Die Bestimmung der aktivierten partiellen Thromboplastinzeit (APTT) erfolgte automatisiert mittels des Gerinnungsautomaten ACL Top® (ACL Top®, Instrumentation Laboratory).The determination of the activated partial thromboplastin time (APTT) was carried out automatically using the ACL Top® coagulation device (ACL Top®, Instrumentation Laboratory).
Es konnte festgestellt werden, dass die des Zugabe des Thrombin-bindenden Fusions- Aptamers der SEQ ID NO: 98 die Gerinnung deutlich verlangsamte, während die Zugabe des komplementären Aptamers der SEQ ID NO: 159 die Verlangsamung der Gerinnung konzentrationsabhängig verringerte. Die Verlangsamung der Gerinnung durch 1 μM des Thrombin-bindenden Fusions-Aptamers der SEQ ID NO: 98 konnte durch eine äquimolare Zugabe von 1 μM des komplementären Aptamers der SEQ ID NO: 159 wieder vollständig aufgehoben werden, so dass die Zeit bis zur Gerinnung wieder Kontrollniveau erreichte.It could be stated that the addition of the thrombin-binding fusion aptamer of SEQ ID NO: 98 markedly slowed the clotting, while the addition of the complementary aptamer of SEQ ID NO: 159 reduced the slowing down of clotting in a concentration-dependent manner.
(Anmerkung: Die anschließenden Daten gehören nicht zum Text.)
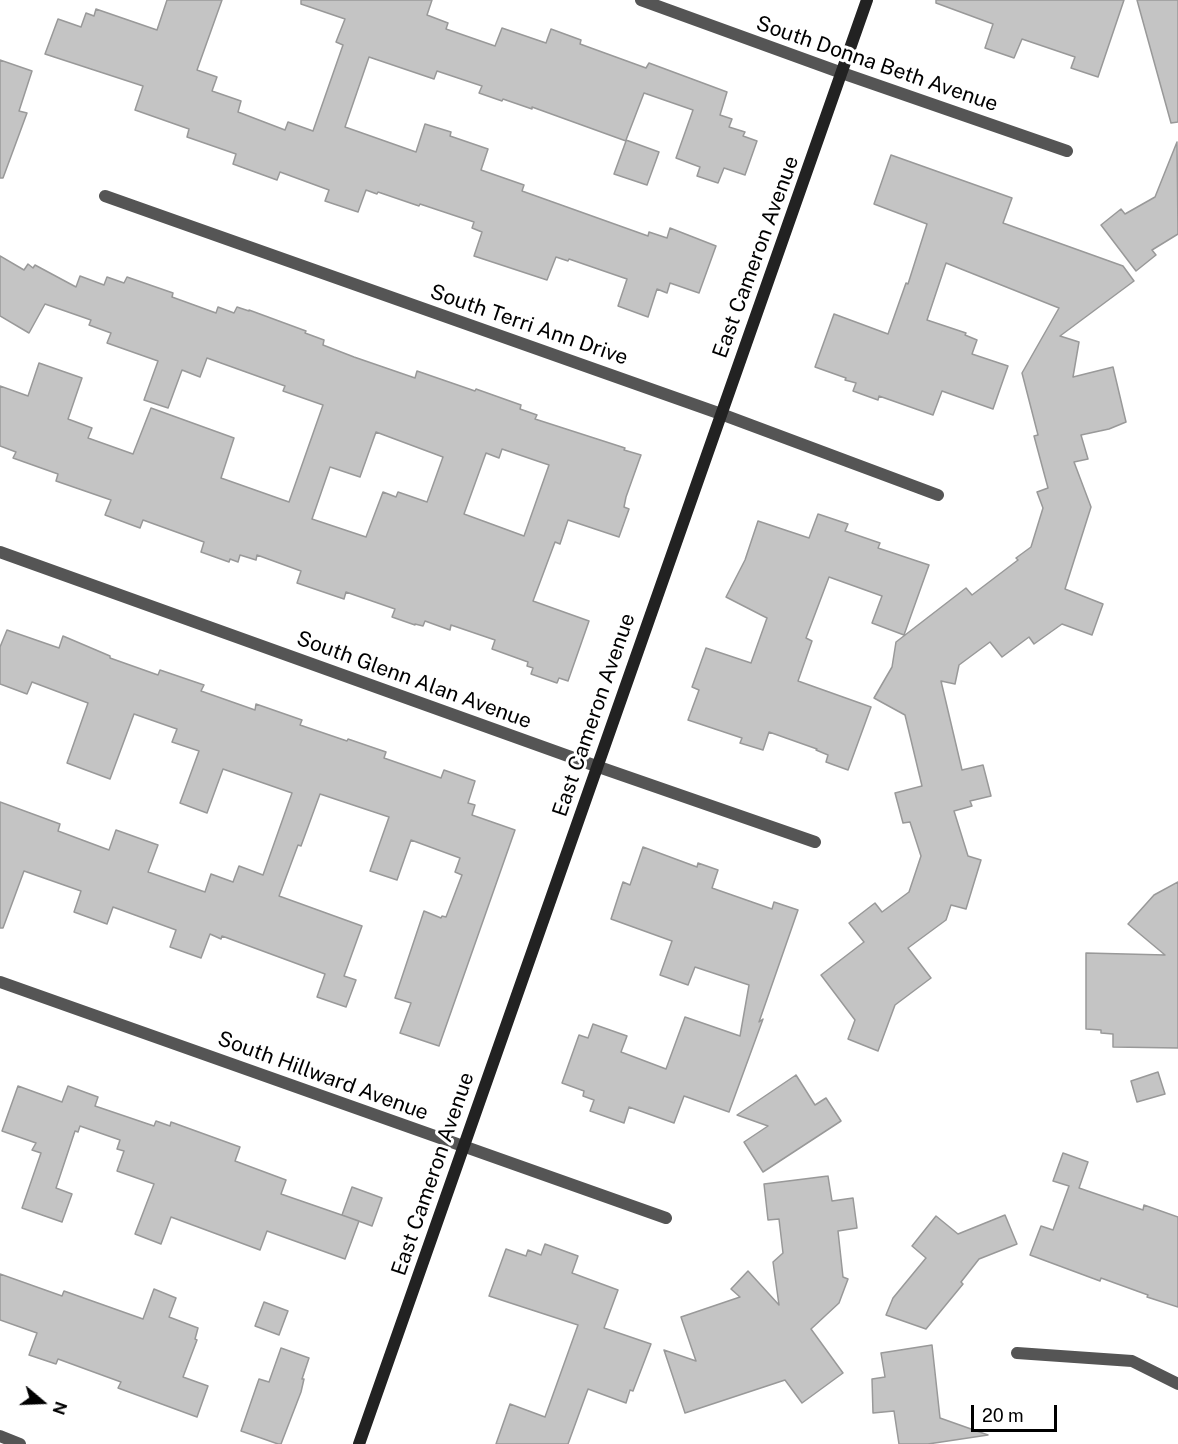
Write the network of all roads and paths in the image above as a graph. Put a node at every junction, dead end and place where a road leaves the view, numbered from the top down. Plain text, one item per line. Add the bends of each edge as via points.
1 (641, 0) edge
2 (867, 0) edge
3 (842, 73) junction
4 (1067, 151) dead end
5 (105, 196) dead end
6 (721, 414) junction
7 (938, 495) dead end
8 (0, 552) edge
9 (596, 766) junction
10 (815, 842) dead end
11 (0, 982) edge
12 (463, 1146) junction
13 (666, 1218) dead end
14 (1017, 1353) dead end
15 (1178, 1384) edge
16 (0, 1436) edge
17 (20, 1444) edge
18 (359, 1444) edge

1 - 3 street, South Donna Beth Avenue
2 - 3 main road, East Cameron Avenue
3 - 4 street, South Donna Beth Avenue
3 - 6 main road, East Cameron Avenue
5 - 6 street, South Terri Ann Drive
6 - 7 street, South Terri Ann Drive
6 - 9 main road, East Cameron Avenue
8 - 9 street, South Glenn Alan Avenue
9 - 10 street, South Glenn Alan Avenue
9 - 12 main road, East Cameron Avenue
11 - 12 street, South Hillward Avenue
12 - 13 street, South Hillward Avenue
12 - 18 main road, East Cameron Avenue
14 - 15 street via 1132,1361
16 - 17 street

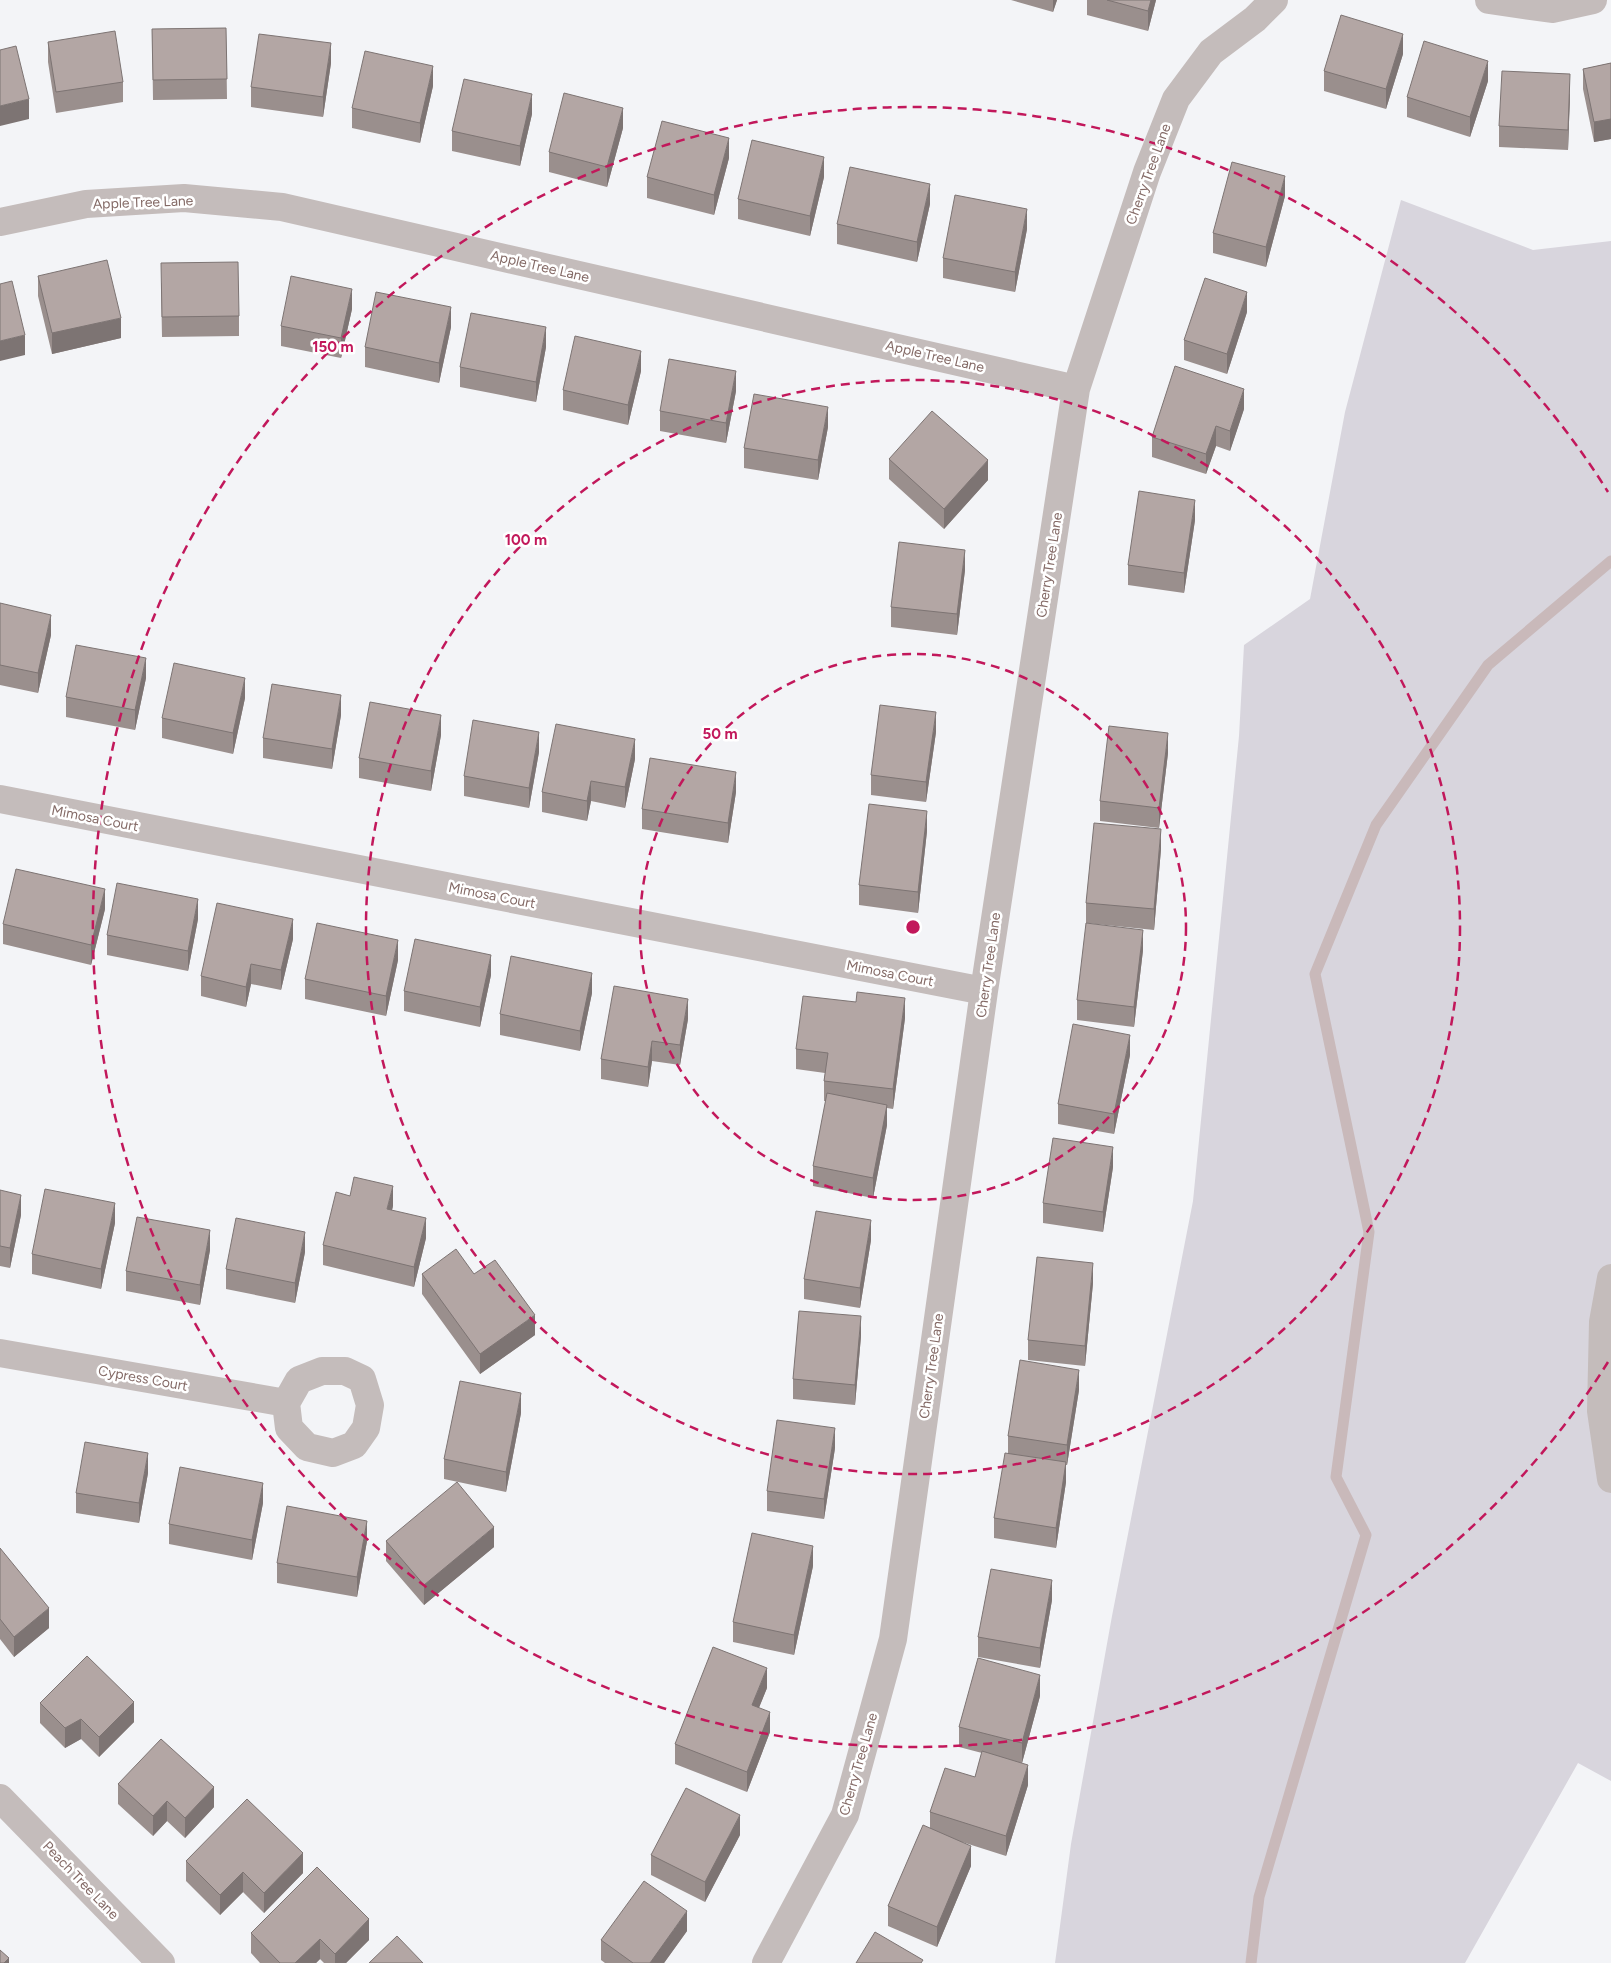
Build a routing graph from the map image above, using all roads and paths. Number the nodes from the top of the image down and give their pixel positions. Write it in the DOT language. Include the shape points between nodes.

The slowing down of coagulation by 1 μM of the thrombin-binding fusion aptamer of SEQ ID NO: 98 could be fully reversed by an equimolar addition of 1 μM of the complementary aptamer of SEQ ID NO: 159, so that the time to coagulate again Reached control level.
Dies zeigt, dass die Wirkung des Thrombin-bindenden Fusions-Aptamers der SEQ ID NO: 98 auf die Gerinnung durch die Verabreichung von Aptameren mit komplementärer Sequenz aufhebbar ist. This demonstrates that the effect of the thrombin-binding fusion aptamer of SEQ ID NO: 98 on the clotting by the administration of aptamers with complementary sequence is reversible.

Claims

PATENTANSPRÜCHE
1. Aptamer, das an ein an der Hämostase beteiligtes Zielmolekül bindet, wobei das Aptamer:1. Aptamer that binds to a target molecule involved in hemostasis, wherein the aptamer:
ein Aptamer ist, das an aktiviertes Protein C bindet, wobei das Aptamer mit einer Dissoziationskonstante KD im Bereich von > 0,001 nM bis ≤ 80 nM an aktiviertes Protein C bindet, und wobei das Aptamer eine Länge im Bereich von > 20 Nukleotide bis ≤ 160 Nukleotide aufweist, oder ein Thrombin-bindendes Fusions-Aptamer ist, umfassend wenigstens zwei an Thrombin bindende Aptamere und wenigstens einen Linker, wobei der wenigstens eine Linker die wenigstens zwei an Thrombin bindenden Aptamere verbindet.is an aptamer that binds to activated protein C, the aptamer having a dissociation constant K D in the range of> 0.001 nM to ≤ 80 nM of activated protein C, and wherein the aptamer has a length in the range of> 20 nucleotides to ≤ 160 Nucleotides, or is a thrombin-binding fusion aptamer comprising at least two thrombin-binding aptamers and at least one linker, wherein the at least one linker connects the at least two thrombin-binding aptamers.
2. Aptamer, das an aktiviertes Protein C bindet, nach Anspruch 1, dadurch gekennzeichnet, dass das an aktiviertes Protein C bindende Aptamer mit einer Dissoziationskonstante KD im Bereich von > 0,002 nM bis ≤ 8 nM, vorzugsweise im Bereich von > 0,005 nM bis ≤ 5 nM, bevorzugt im Bereich von > 0,01 nM bis ≤ 2 nM, besonders bevorzugt im Bereich von > 0,05 nM bis ≤ 1,5 nM, ganz besonders bevorzugt im Bereich von > 0,1 nM bis ≤ 1,3 nM, an aktiviertes Protein C bindet.2. Aptamer which binds to activated protein C, according to claim 1, characterized in that the activated protein C binding aptamer having a dissociation constant K D in the range of> 0.002 nM to ≤ 8 nM, preferably in the range of> 0.005 nM to ≦ 5 nM, preferably in the range of> 0.01 nM to ≦ 2 nM, particularly preferably in the range of> 0.05 nM to ≦ 1.5 nM, very particularly preferably in the range of> 0.1 nM to ≦ 1, 3 nM, binds to activated protein C.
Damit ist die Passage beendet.